The issues on the appeal

13

The issues on the appeal may be summarised as follows:

i) Whether software, in the form of the Software, which was supplied to CA's customers electronically and not on any tangible medium, constitutes “goods” within the meaning of Regulation 2(1)?

ii) Whether the grant of licences of the Software by CA to its customers constitutes the sale of “goods” within the meaning of Regulation 2(1)?

iii) Whether TSI was in repudiatory breach of clauses 3.2 and 3.6 of the Agreement by accepting an engagement for Intigua effective on 1 October 2013?

iv) Whether TSI was in repudiatory breach of its duty as an agent and under Regulation 3 by failing, prior to TSI's entry into the engagement with Intigua, to disclose that TSI intended to accept an engagement as Intigua's agent and the full nature of the proposed engagement and activities and to seek CA's agreement to such engagement and activities?

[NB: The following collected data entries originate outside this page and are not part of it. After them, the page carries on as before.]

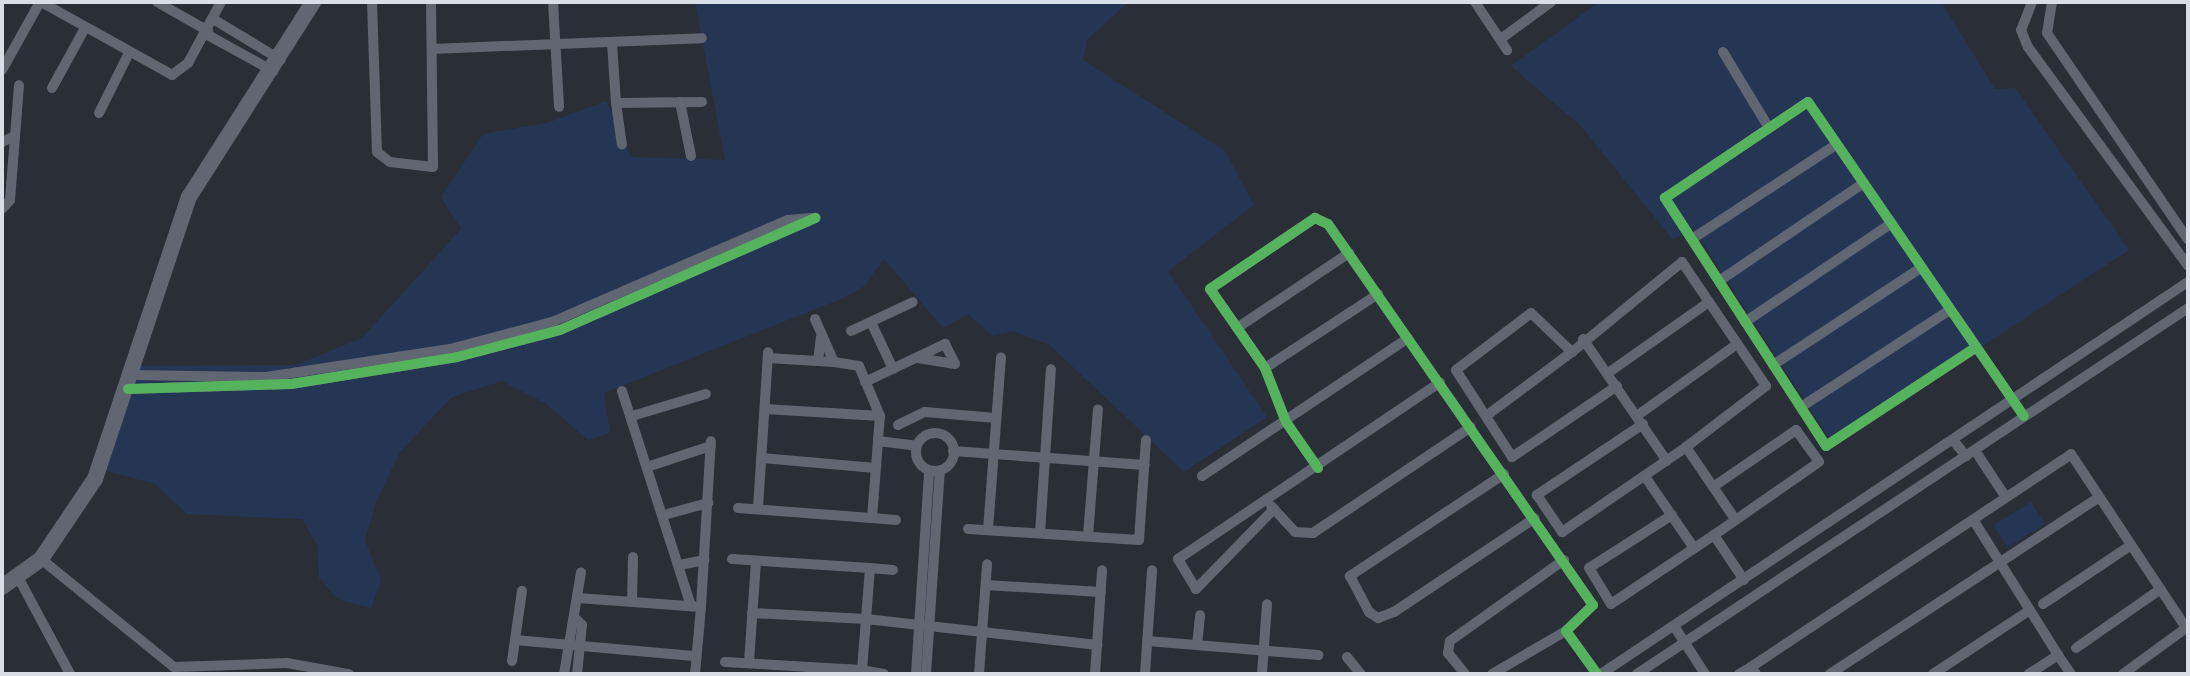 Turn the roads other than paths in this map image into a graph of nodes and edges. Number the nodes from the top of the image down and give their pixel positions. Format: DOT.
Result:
graph roads {
  1 [pos="41,2"];
  2 [pos="157,2"];
  3 [pos="221,2"];
  4 [pos="313,2"];
  5 [pos="372,2"];
  6 [pos="431,2"];
  7 [pos="553,2"];
  8 [pos="1475,2"];
  9 [pos="1551,2"];
  10 [pos="2032,2"];
  11 [pos="2052,2"];
  12 [pos="213,19"];
  13 [pos="85,28"];
  14 [pos="207,33"];
  15 [pos="1502,37"];
  16 [pos="702,38"];
  17 [pos="555,43"];
  18 [pos="612,43"];
  19 [pos="432,49"];
  20 [pos="1507,50"];
  21 [pos="1723,52"];
  22 [pos="129,53"];
  23 [pos="278,66"];
  24 [pos="2,70"];
  25 [pos="19,85"];
  26 [pos="52,88"];
  27 [pos="680,102"];
  28 [pos="702,102"];
  29 [pos="616,103"];
  30 [pos="559,107"];
  31 [pos="99,113"];
  32 [pos="1769,128"];
  33 [pos="15,136"];
  34 [pos="2,142"];
  35 [pos="1837,144"];
  36 [pos="622,145"];
  37 [pos="691,156"];
  38 [pos="1864,183"];
  39 [pos="2,209"];
  40 [pos="1892,223"];
  41 [pos="1692,239"];
  42 [pos="2188,240"];
  43 [pos="1349,253"];
  44 [pos="2188,266"];
  45 [pos="1922,267"];
  46 [pos="1719,281"];
  47 [pos="2188,282"];
  48 [pos="1378,294"];
  49 [pos="914,302"];
  50 [pos="1709,302"];
  51 [pos="2188,308"];
  52 [pos="1950,310"];
  53 [pos="815,319"];
  54 [pos="871,322"];
  55 [pos="1745,322"];
  56 [pos="1237,328"];
  57 [pos="851,331"];
  58 [pos="821,337"];
  59 [pos="1408,338"];
  60 [pos="1583,339"];
  61 [pos="1737,344"];
  62 [pos="1975,348"];
  63 [pos="1572,352"];
  64 [pos="1001,357"];
  65 [pos="916,358"];
  66 [pos="818,361"];
  67 [pos="834,362"];
  68 [pos="1773,365"];
  69 [pos="1265,368"];
  70 [pos="893,369"];
  71 [pos="1051,369"];
  72 [pos="1608,373"];
  73 [pos="130,382"];
  74 [pos="865,382"];
  75 [pos="1440,382"];
  76 [pos="1617,386"];
  77 [pos="622,390"];
  78 [pos="706,394"];
  79 [pos="2010,400"];
  80 [pos="1801,407"];
  81 [pos="765,408"];
  82 [pos="1098,409"];
  83 [pos="880,415"];
  84 [pos="632,416"];
  85 [pos="1486,416"];
  86 [pos="2024,416"];
  87 [pos="996,418"];
  88 [pos="1640,420"];
  89 [pos="1286,422"];
  90 [pos="898,425"];
  91 [pos="1471,427"];
  92 [pos="1146,440"];
  93 [pos="1953,440"];
  94 [pos="878,441"];
  95 [pos="917,446"];
  96 [pos="1686,447"];
  97 [pos="953,451"];
  98 [pos="993,454"];
  99 [pos="1971,454"];
  100 [pos="1045,457"];
  101 [pos="761,458"];
  102 [pos="1094,461"];
  103 [pos="1667,461"];
  104 [pos="1144,465"];
  105 [pos="647,467"];
  106 [pos="876,468"];
  107 [pos="1318,468"];
  108 [pos="935,470"];
  109 [pos="1504,474"];
  110 [pos="1202,477"];
  111 [pos="1646,478"];
  112 [pos="1713,487"];
  113 [pos="2005,496"];
  114 [pos="1266,498"];
  115 [pos="2099,498"];
  116 [pos="708,503"];
  117 [pos="738,508"];
  118 [pos="758,508"];
  119 [pos="1274,509"];
  120 [pos="664,515"];
  121 [pos="1672,515"];
  122 [pos="872,517"];
  123 [pos="1535,518"];
  124 [pos="1735,519"];
  125 [pos="896,520"];
  126 [pos="1974,521"];
  127 [pos="968,529"];
  128 [pos="988,530"];
  129 [pos="1040,533"];
  130 [pos="1714,535"];
  131 [pos="1088,536"];
  132 [pos="2132,545"];
  133 [pos="1694,548"];
  134 [pos="633,557"];
  135 [pos="41,559"];
  136 [pos="732,559"];
  137 [pos="704,560"];
  138 [pos="1564,560"];
  139 [pos="756,562"];
  140 [pos="2000,562"];
  141 [pos="987,564"];
  142 [pos="680,565"];
  143 [pos="870,568"];
  144 [pos="893,570"];
  145 [pos="1102,570"];
  146 [pos="1152,570"];
  147 [pos="581,572"];
  148 [pos="18,577"];
  149 [pos="1744,580"];
  150 [pos="986,585"];
  151 [pos="2,587"];
  152 [pos="2161,589"];
  153 [pos="522,591"];
  154 [pos="1101,592"];
  155 [pos="578,598"];
  156 [pos="632,601"];
  157 [pos="1267,604"];
  158 [pos="2043,604"];
  159 [pos="696,607"];
  160 [pos="2030,610"];
  161 [pos="752,613"];
  162 [pos="1200,615"];
  163 [pos="576,619"];
  164 [pos="866,619"];
  165 [pos="1674,626"];
  166 [pos="925,627"];
  167 [pos="1566,631"];
  168 [pos="982,634"];
  169 [pos="515,640"];
  170 [pos="1147,641"];
  171 [pos="1687,643"];
  172 [pos="1098,645"];
  173 [pos="1197,645"];
  174 [pos="568,648"];
  175 [pos="2076,648"];
  176 [pos="579,649"];
  177 [pos="1263,651"];
  178 [pos="1318,655"];
  179 [pos="2058,655"];
  180 [pos="696,656"];
  181 [pos="1347,657"];
  182 [pos="512,662"];
  183 [pos="725,662"];
  184 [pos="748,662"];
  185 [pos="862,670"];
  186 [pos="1753,671"];
  187 [pos="70,674"];
  188 [pos="349,674"];
  189 [pos="564,674"];
  190 [pos="577,674"];
  191 [pos="695,674"];
  192 [pos="884,674"];
  193 [pos="916,674"];
  194 [pos="926,674"];
  195 [pos="979,674"];
  196 [pos="1096,674"];
  197 [pos="1145,674"];
  198 [pos="1262,674"];
  199 [pos="1360,674"];
  200 [pos="1465,674"];
  201 [pos="1492,674"];
  202 [pos="1599,674"];
  203 [pos="1637,674"];
  204 [pos="1705,674"];
  205 [pos="1739,674"];
  206 [pos="1830,674"];
  207 [pos="1933,674"];
  208 [pos="2029,674"];
  209 [pos="2071,674"];
  210 [pos="2123,674"];
  1 -- 13 [label="street"];
  1 -- 24 [label="street"];
  2 -- 14 [label="street"];
  3 -- 12 [label="street"];
  4 -- 23 [label="main road"];
  5 -- 19 [label="street"];
  6 -- 19 [label="street"];
  7 -- 17 [label="street"];
  8 -- 15 [label="street"];
  9 -- 15 [label="street"];
  10 -- 44 [label="street"];
  11 -- 42 [label="street"];
  12 -- 14 [label="street"];
  12 -- 23 [label="street"];
  13 -- 22 [label="street"];
  13 -- 26 [label="street"];
  14 -- 22 [label="street"];
  14 -- 23 [label="street"];
  15 -- 20 [label="street"];
  16 -- 18 [label="street"];
  17 -- 18 [label="street"];
  17 -- 19 [label="street"];
  17 -- 30 [label="street"];
  18 -- 29 [label="street"];
  21 -- 32 [label="street"];
  22 -- 31 [label="street"];
  23 -- 73 [label="main road"];
  25 -- 33 [label="street"];
  27 -- 28 [label="street"];
  27 -- 29 [label="street"];
  27 -- 37 [label="street"];
  29 -- 36 [label="street"];
  32 -- 35 [label="street"];
  32 -- 41 [label="street"];
  33 -- 34 [label="street"];
  33 -- 39 [label="street"];
  35 -- 38 [label="street"];
  35 -- 41 [label="street"];
  38 -- 40 [label="street"];
  38 -- 46 [label="street"];
  40 -- 45 [label="street"];
  40 -- 55 [label="street"];
  41 -- 46 [label="street"];
  43 -- 48 [label="street"];
  43 -- 56 [label="street"];
  43 -- 56 [label="street"];
  45 -- 52 [label="street"];
  45 -- 68 [label="street"];
  46 -- 55 [label="street"];
  47 -- 79 [label="street"];
  48 -- 59 [label="street"];
  48 -- 69 [label="street"];
  49 -- 54 [label="street"];
  50 -- 60 [label="street"];
  50 -- 61 [label="street"];
  50 -- 72 [label="street"];
  51 -- 86 [label="street"];
  52 -- 62 [label="street"];
  52 -- 80 [label="street"];
  53 -- 58 [label="street"];
  54 -- 57 [label="street"];
  54 -- 70 [label="street"];
  55 -- 68 [label="street"];
  56 -- 69 [label="street"];
  58 -- 66 [label="street"];
  58 -- 67 [label="street"];
  59 -- 75 [label="street"];
  59 -- 89 [label="street"];
  60 -- 63 [label="street"];
  60 -- 72 [label="street"];
  61 -- 88 [label="street"];
  61 -- 96 [label="street"];
  62 -- 79 [label="street"];
  62 -- 80 [label="street"];
  63 -- 85 [label="street"];
  63 -- 85 [label="street"];
  64 -- 87 [label="street"];
  65 -- 70 [label="street"];
  66 -- 67 [label="street"];
  66 -- 81 [label="street"];
  67 -- 74 [label="street"];
  68 -- 80 [label="street"];
  69 -- 89 [label="street"];
  70 -- 74 [label="street"];
  71 -- 100 [label="street"];
  72 -- 76 [label="street"];
  73 -- 73 [label="street"];
  73 -- 135 [label="main road"];
  74 -- 83 [label="street"];
  75 -- 91 [label="street"];
  75 -- 107 [label="street"];
  76 -- 85 [label="street"];
  76 -- 88 [label="street"];
  77 -- 84 [label="street"];
  78 -- 84 [label="street"];
  79 -- 86 [label="street"];
  79 -- 93 [label="street"];
  81 -- 83 [label="street"];
  81 -- 101 [label="street"];
  82 -- 102 [label="street"];
  83 -- 94 [label="street"];
  84 -- 105 [label="street"];
  86 -- 99 [label="street"];
  87 -- 90 [label="street"];
  87 -- 98 [label="street"];
  88 -- 103 [label="street"];
  88 -- 111 [label="street"];
  89 -- 107 [label="street"];
  89 -- 110 [label="street"];
  91 -- 109 [label="street"];
  91 -- 119 [label="street"];
  92 -- 104 [label="street"];
  93 -- 99 [label="street"];
  93 -- 149 [label="street"];
  94 -- 95 [label="street"];
  94 -- 106 [label="street"];
  95 -- 97 [label="street"];
  95 -- 108 [label="street"];
  96 -- 103 [label="street"];
  96 -- 112 [label="street"];
  97 -- 98 [label="street"];
  97 -- 108 [label="street"];
  98 -- 100 [label="street"];
  98 -- 128 [label="street"];
  99 -- 113 [label="street"];
  99 -- 171 [label="street"];
  100 -- 102 [label="street"];
  100 -- 129 [label="street"];
  101 -- 106 [label="street"];
  101 -- 118 [label="street"];
  102 -- 104 [label="street"];
  102 -- 131 [label="street"];
  103 -- 111 [label="street"];
  104 -- 131 [label="street"];
  105 -- 116 [label="street"];
  105 -- 120 [label="street"];
  106 -- 122 [label="street"];
  107 -- 114 [label="street"];
  108 -- 166 [label="street"];
  109 -- 123 [label="street"];
  109 -- 123 [label="street"];
  111 -- 121 [label="street"];
  112 -- 124 [label="street"];
  112 -- 124 [label="street"];
  113 -- 115 [label="street"];
  113 -- 126 [label="street"];
  114 -- 119 [label="street"];
  114 -- 119 [label="street"];
  115 -- 132 [label="street"];
  115 -- 140 [label="street"];
  116 -- 120 [label="street"];
  116 -- 137 [label="street"];
  117 -- 118 [label="street"];
  118 -- 122 [label="street"];
  120 -- 142 [label="street"];
  121 -- 133 [label="street"];
  121 -- 133 [label="street"];
  122 -- 125 [label="street"];
  123 -- 138 [label="street"];
  124 -- 130 [label="street"];
  126 -- 140 [label="street"];
  126 -- 186 [label="street"];
  127 -- 128 [label="street"];
  128 -- 129 [label="street"];
  129 -- 131 [label="street"];
  130 -- 133 [label="street"];
  130 -- 149 [label="street"];
  132 -- 152 [label="street"];
  132 -- 158 [label="street"];
  134 -- 156 [label="street"];
  135 -- 148 [label="main road"];
  135 -- 188 [label="street"];
  136 -- 139 [label="street"];
  137 -- 142 [label="street"];
  137 -- 159 [label="street"];
  138 -- 167 [label="street"];
  138 -- 200 [label="street"];
  139 -- 143 [label="street"];
  139 -- 161 [label="street"];
  140 -- 160 [label="street"];
  140 -- 206 [label="street"];
  141 -- 150 [label="street"];
  142 -- 159 [label="street"];
  143 -- 144 [label="street"];
  143 -- 164 [label="street"];
  145 -- 154 [label="street"];
  146 -- 170 [label="street"];
  147 -- 155 [label="street"];
  148 -- 151 [label="main road"];
  148 -- 187 [label="street"];
  149 -- 165 [label="street"];
  150 -- 154 [label="street"];
  150 -- 168 [label="street"];
  152 -- 175 [label="street"];
  152 -- 210 [label="street"];
  153 -- 169 [label="street"];
  154 -- 172 [label="street"];
  155 -- 156 [label="street"];
  155 -- 163 [label="street"];
  156 -- 159 [label="street"];
  157 -- 177 [label="street"];
  159 -- 180 [label="street"];
  160 -- 179 [label="street"];
  160 -- 207 [label="street"];
  161 -- 164 [label="street"];
  161 -- 184 [label="street"];
  162 -- 173 [label="street"];
  163 -- 174 [label="street"];
  163 -- 176 [label="street"];
  164 -- 166 [label="street"];
  164 -- 185 [label="street"];
  165 -- 171 [label="street"];
  165 -- 202 [label="street"];
  166 -- 168 [label="street"];
  166 -- 193 [label="street"];
  166 -- 194 [label="street"];
  167 -- 201 [label="street"];
  167 -- 202 [label="street"];
  168 -- 172 [label="street"];
  168 -- 195 [label="street"];
  169 -- 174 [label="street"];
  169 -- 182 [label="street"];
  170 -- 173 [label="street"];
  170 -- 197 [label="street"];
  171 -- 203 [label="street"];
  171 -- 204 [label="street"];
  172 -- 196 [label="street"];
  173 -- 177 [label="street"];
  174 -- 176 [label="street"];
  174 -- 189 [label="street"];
  176 -- 180 [label="street"];
  176 -- 190 [label="street"];
  177 -- 178 [label="street"];
  177 -- 198 [label="street"];
  179 -- 208 [label="street"];
  179 -- 209 [label="street"];
  180 -- 191 [label="street"];
  181 -- 199 [label="street"];
  183 -- 184 [label="street"];
  184 -- 185 [label="street"];
  185 -- 192 [label="street"];
  186 -- 205 [label="street"];
}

v) If TSI committed either of the repudiatory breaches of the Agreement referred to in issues 3 and 4 above, whether TSI's claim for compensation under Regulation 17 was excluded pursuant to Regulation 18(a)?

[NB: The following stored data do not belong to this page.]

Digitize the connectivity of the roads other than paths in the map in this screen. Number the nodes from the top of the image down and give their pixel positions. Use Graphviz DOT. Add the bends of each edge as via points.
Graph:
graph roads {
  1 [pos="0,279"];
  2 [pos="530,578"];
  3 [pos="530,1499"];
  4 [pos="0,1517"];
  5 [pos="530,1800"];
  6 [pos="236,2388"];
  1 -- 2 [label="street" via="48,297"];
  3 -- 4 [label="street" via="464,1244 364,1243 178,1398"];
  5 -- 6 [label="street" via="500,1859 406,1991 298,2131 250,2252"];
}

vi) Whether the judge's assessment of the quantum of compensation that TSI was entitled to under Regulation 17 was wrong?

vii) Whether the judge was wrong in failing to deduct TSI's damages for post-termination commission and lack of notice of termination from the award of compensation under Regulation 17?

viii) If TSI committed either of the repudiatory breaches of the Agreement referred to in issues 3 and 4 above, whether CA lawfully terminated the Agreement on 9 October 2013 such that TSI is not entitled to any damages for lack of notice of termination?

14

Issues 2 and 5 – 7 only arise if issue 1 is answered in the affirmative.

The appellant's submissions before this court

15

The arguments advanced in the written and oral submissions by counsel acting on behalf of the appellant, Mr Dhillon, may be summarised as follows:

i) As to issue (i): the judge's conclusion was wrong and the supply of the Software by electronic means does not amount to the “sale of goods” because:

a) electronically supplied software in general, and the grant by CA to its customers of a licence to use the electronically supplied Software in particular, did not involve any tangible property; and

b) on its true construction, the meaning of sale of “goods” in the Regulations is limited to tangible property and does not include software.

ii) As to issue (ii): the judge's construction of ...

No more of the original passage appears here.